Many people perceive anxiety as something negative that they need to eliminate from their lives. In truth, it’s a natural emotional response designed to keep you safe. So, instead of fighting anxious feelings, clinical psychologist Diante Fuchs argues, reframe how you think about them: as messengers, highlighting areas of your life that need attention. Fuchs’ EASE method offers a practical, step-by-step framework for distinguishing between useful anxiety and the kind that keeps you stuck in distress, and teaches you to respond to these signals in ways that restore calm to both body and mind.
Ordinary anxiety drives constructive action, but focusing on the anxiety itself can leave you stuck.
Ordinary anxiety is a natural emotional response — an inner alarm that alerts you to potential threats and helps you prepare and respond effectively.

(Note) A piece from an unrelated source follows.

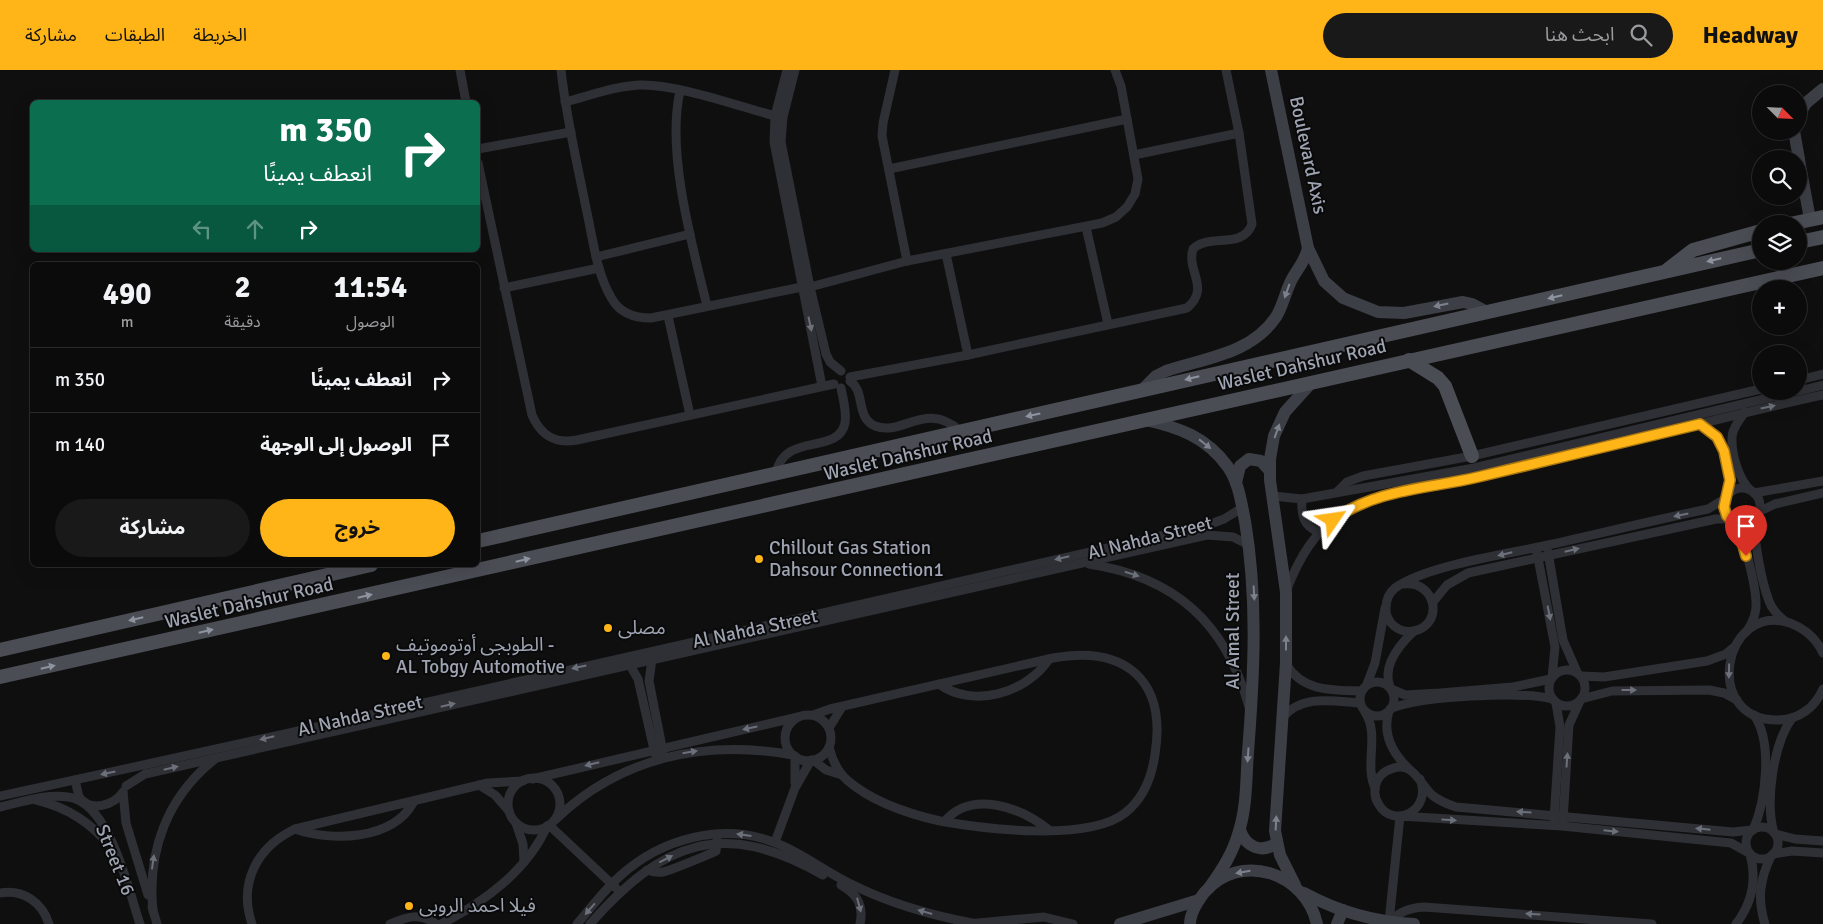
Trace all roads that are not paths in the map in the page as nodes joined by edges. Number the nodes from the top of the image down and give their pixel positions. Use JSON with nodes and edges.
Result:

For example, you may feel nervous before an important meeting with your boss and new colleagues at a restaurant you’ve never visited. That unease motivates you to take specific steps — such as preparing for the meeting, dressing appropriately, and planning your route to arrive on time. These actions help you feel safe and allow the anxiety to fade. In this way, anxiety is useful: guiding your attention to important considerations, prompting empowering actions, and helping you navigate novel challenges calmly and confidently.
“Stuck anxiety” occurs when your inner alarm fails to turn off and begins signaling about itself. Instead of taking action when you feel anxious, you focus on physical symptoms, like dizziness, nausea, or a racing heart, which only amplifies your fears. You may worry not just about the event or circumstance sparking your anxious feelings but about being anxious, asking “what-if” questions such as, “...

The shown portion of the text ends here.